Hüseyin “radıyallahü anh”, Resûlullahın yanına her gelişinde, Efendimiz Onu öper ve; “Selâmet ve se’âdet o kimseye ki, oğlum İbrâhîm’i ona fedâ ettim” buyururdu.
Çok güzeldi.
Ve nurluydu.
Öyle ki, karanlık gecede etrâfını aydınlatırdı. Yaya olarak yirmibeş defâ hacca gitti. Berâberindekiler bineklere binse de, kendisi binmezdi.
Çok cömertti.
Bu hususta;
“Cömert, efendi olur, cimri ise hor olur. Mü’min kardeşini kendinden önce düşünen, âhirette daha iyisini bulur” buyururdu...

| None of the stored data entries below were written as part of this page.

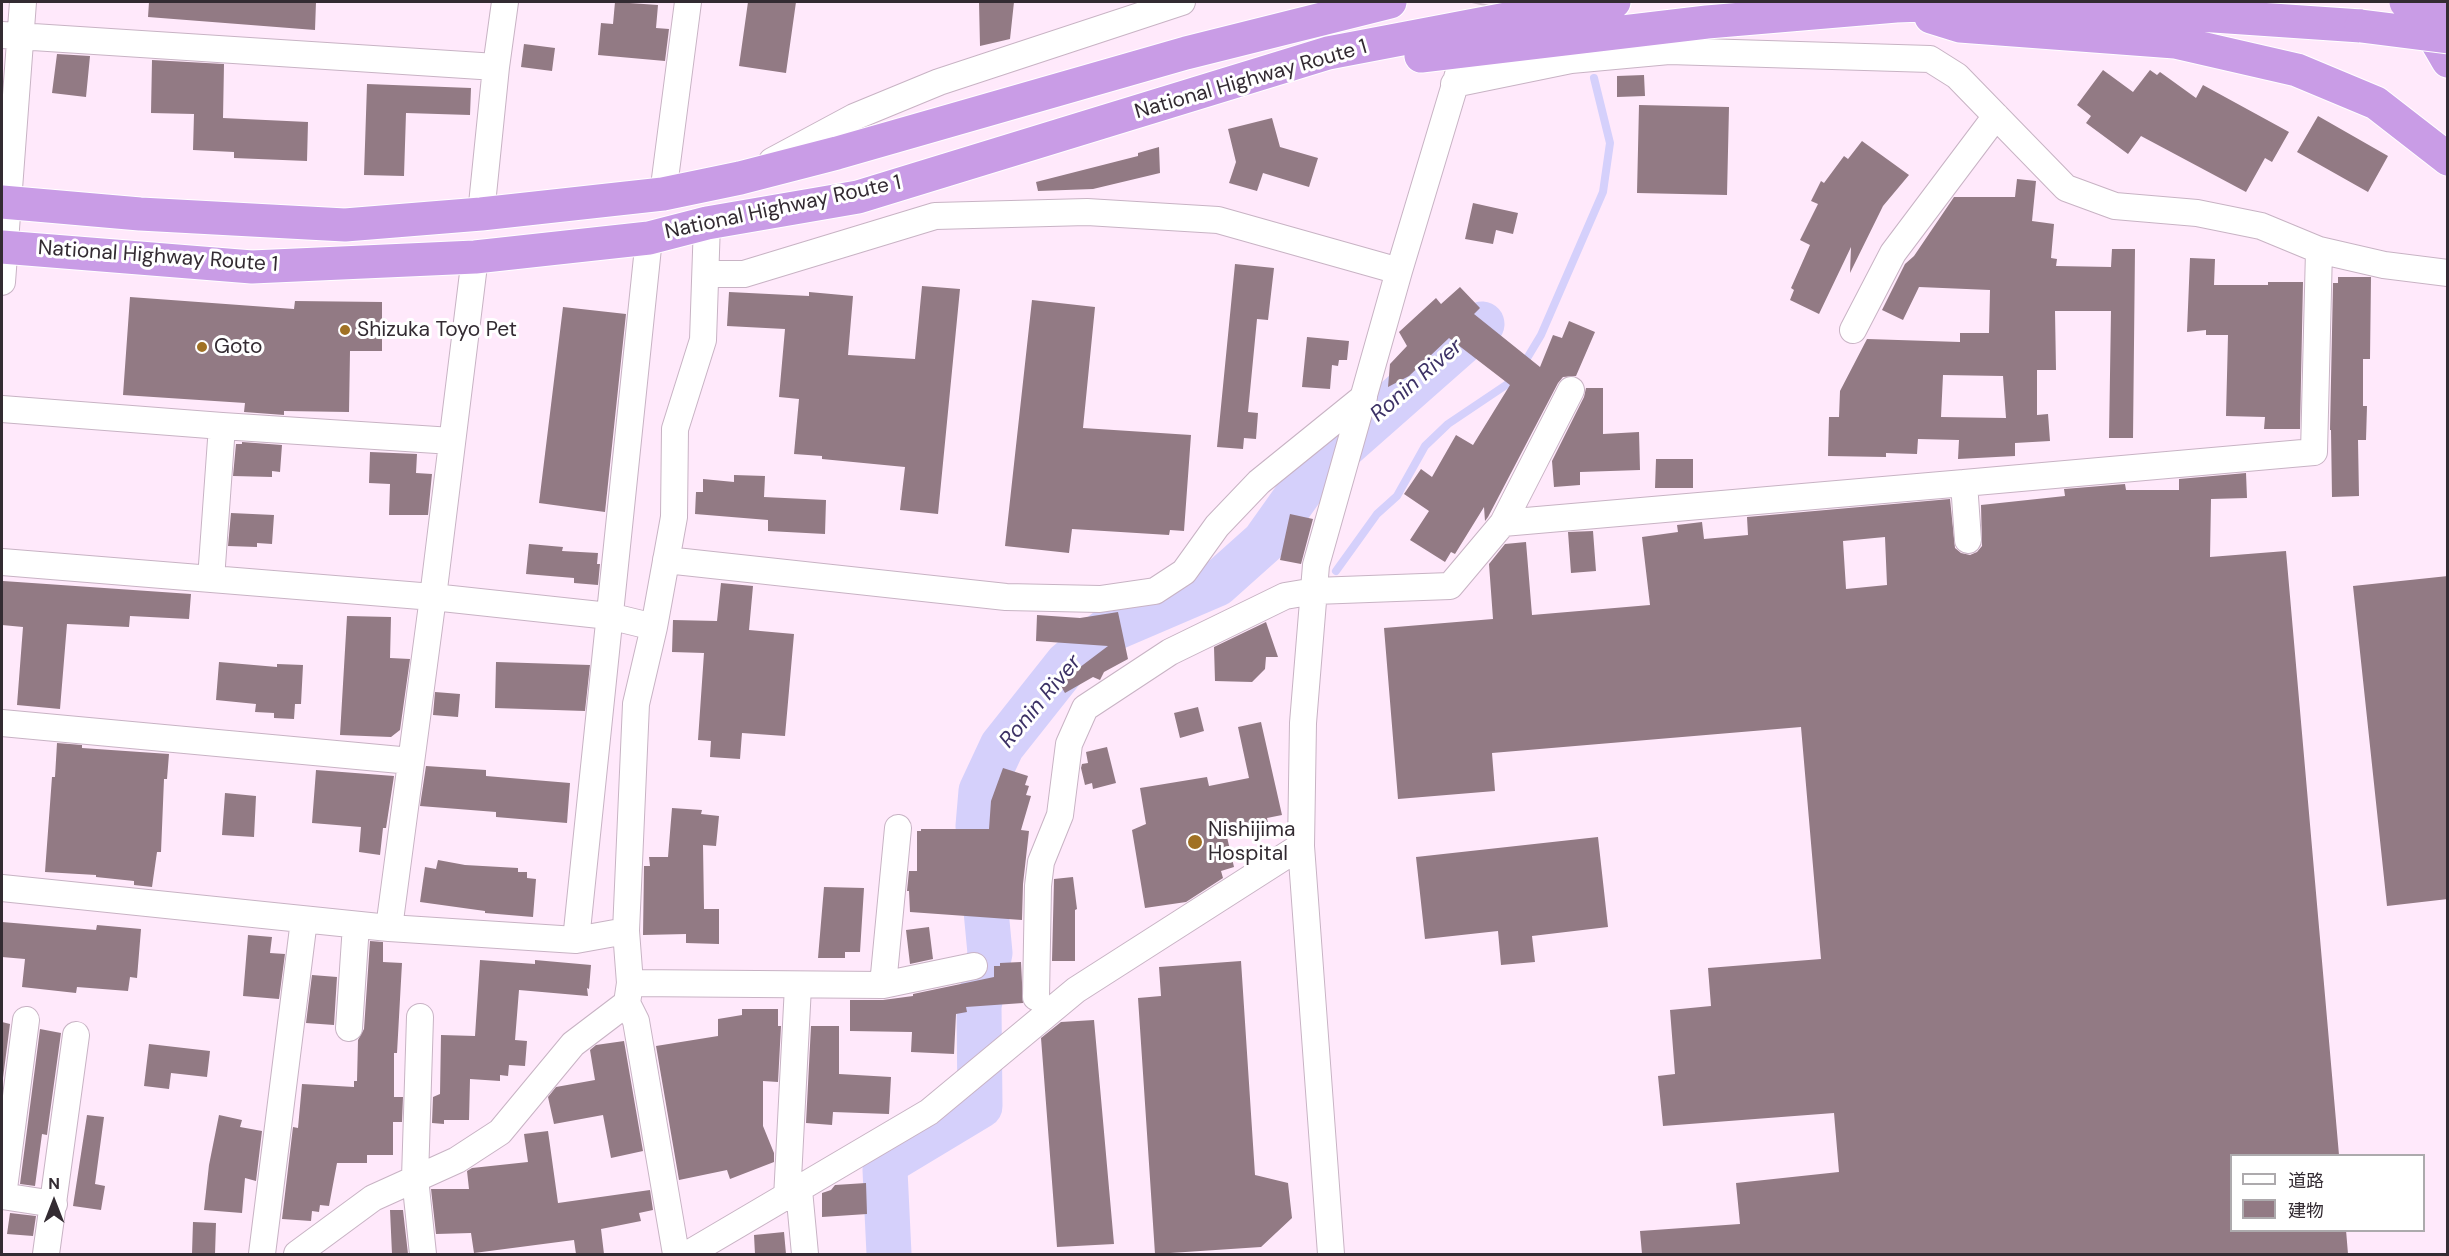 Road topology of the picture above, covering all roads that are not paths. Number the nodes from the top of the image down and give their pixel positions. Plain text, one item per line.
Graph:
1 (24, 2) edge
2 (505, 2) edge
3 (688, 2) edge
4 (1182, 2) edge
5 (1296, 2) edge
6 (1390, 2) edge
7 (1614, 2) edge
8 (2406, 2) edge
9 (2413, 2) edge
10 (1896, 6) junction
11 (2448, 7) edge
12 (11, 35) edge
13 (2448, 37) edge
14 (1186, 53) junction
15 (1328, 53) junction
16 (1463, 58) tunnel mouth
17 (2448, 61) edge
18 (496, 66) junction
19 (1454, 84) junction
20 (1996, 116) junction
21 (2448, 159) edge
22 (741, 178) junction
23 (663, 194) junction
24 (4, 202) edge
25 (481, 214) junction
26 (707, 223) junction
27 (649, 238) junction
28 (3, 247) edge
29 (2319, 250) junction
30 (475, 257) junction
31 (1399, 271) junction
32 (2448, 273) edge
33 (706, 274) junction
34 (2, 282) edge
35 (1853, 330) dead end
36 (1571, 390) dead end
37 (1362, 406) junction
38 (2, 409) edge
39 (222, 426) junction
40 (452, 441) junction
41 (1965, 483) junction
42 (1503, 523) junction
43 (1968, 540) dead end
44 (666, 560) junction
45 (2, 562) edge
46 (211, 579) junction
47 (1315, 591) junction
48 (434, 597) junction
49 (609, 616) junction
50 (654, 627) junction
51 (2, 723) edge
52 (411, 761) junction
53 (898, 828) dead end
54 (1301, 846) junction
55 (2, 888) edge
56 (304, 920) junction
57 (356, 925) junction
58 (389, 928) junction
59 (626, 931) junction
60 (576, 940) junction
61 (974, 966) dead end
62 (882, 985) junction
63 (798, 986) junction
64 (628, 993) junction
65 (1035, 997) dead end
66 (420, 1017) dead end
67 (26, 1020) dead end
68 (349, 1028) dead end
69 (76, 1035) dead end
70 (415, 1178) junction
71 (793, 1194) junction
72 (2, 1196) edge
73 (54, 1204) junction
74 (46, 1254) edge
75 (262, 1254) edge
76 (297, 1254) edge
77 (423, 1254) edge
78 (676, 1254) edge
79 (688, 1254) edge
80 (805, 1254) edge
81 (1330, 1254) edge

1 - 12 street
2 - 18 street
3 - 23 street
4 - 22 street
5 - 14 highway
6 - 14 highway, National Highway Route 1
7 - 15 highway, National Highway Route 1
8 - 11 highway, bridge
9 - 17 highway
10 - 13 highway, bridge
10 - 15 highway
10 - 21 highway
12 - 18 street
12 - 24 street
14 - 22 highway, National Highway Route 1
15 - 26 highway, National Highway Route 1
16 - 19 street
18 - 25 street
19 - 20 street
19 - 31 street
20 - 29 street
20 - 35 street
22 - 23 highway, National Highway Route 1
23 - 25 highway, National Highway Route 1
24 - 25 highway, National Highway Route 1
24 - 28 street
26 - 27 highway, National Highway Route 1
26 - 33 street
27 - 30 highway, National Highway Route 1
27 - 49 street
28 - 30 highway, National Highway Route 1
28 - 34 street
29 - 32 street
29 - 41 street
30 - 40 street
31 - 33 street
31 - 37 street
33 - 44 street
36 - 42 street
37 - 44 street
37 - 47 street
38 - 39 street
39 - 40 street
39 - 46 street
40 - 48 street
41 - 42 street
41 - 43 street
42 - 47 street
44 - 50 street
45 - 46 street
46 - 48 street
47 - 54 street
47 - 65 street
48 - 49 street
48 - 52 street
49 - 50 street
49 - 60 street
50 - 59 street
51 - 52 street
52 - 58 street
53 - 62 street
54 - 71 street
54 - 81 street
55 - 56 street
56 - 57 street
56 - 75 street
57 - 58 street
57 - 68 street
58 - 60 street
59 - 60 street
59 - 64 street
61 - 62 street
62 - 63 street
63 - 64 street
63 - 71 street
64 - 70 street
64 - 78 street
66 - 70 street
67 - 72 street
69 - 73 street
70 - 76 street
70 - 77 street
71 - 79 street
71 - 80 street
72 - 73 street
73 - 74 street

Sâbit bin Eslem Benânî hazretleri “rahmetullahi aleyh” anlatıyor: Bir mü’min, Allahü teâlâdan bir şey isterse, Allahü teâlâ bu iş için Cebrâil aleyhisselâmı vazifelendirir.
O kul sâlih ise.
Hazreti Cebrâil’e;
“Bu kulumun ihtiyâcını yerine getirmekte acele etme. Çünkü ben, o kulumun sesini duymayı seviyorum” buyurur.
Fenâ kul ise.
O zaman da;
“Yâ Cebrâil! Onun isteğini hemen yerine getir. Çünkü ben onun sesini duymak istemiyorum” buyurur.
Sâbit bin Eslem Benânî hazretleri “rahmetullahi aleyh” anlatıyor: Bir kimse vardı ki, babasını bir yerde dövüyordu. Ona; “Babanı niçin dövüyorsun, ayıp günah değil mi?” dediler. Bunun üzerine babası dedi ki:
“Bırakın dövsün!”
“Niçin?” dediler.
“Çünkü vaktiyle aynı bu yerde, ben de babamı dövmüştüm. Şimdi ektiğimi biçiyorum” dedi.
Ebül Hüseyin Şirvânî hazretleri “rahmetullahi aleyh” İran’da yetişen evliyânın büyüklerindendir. Ömrünün sonlarına doğru felç oldu.
Eli ayağı tutmazdı.
Ayağa kalkamazdı.
Fakat, her gün beş namaz vakitleri girince iyileşir, namaz bitene kadar, bir de sohbet esnâsında sıhhatli ve sağlam olur, bu zamanlar hâricinde yine felçli olurdu.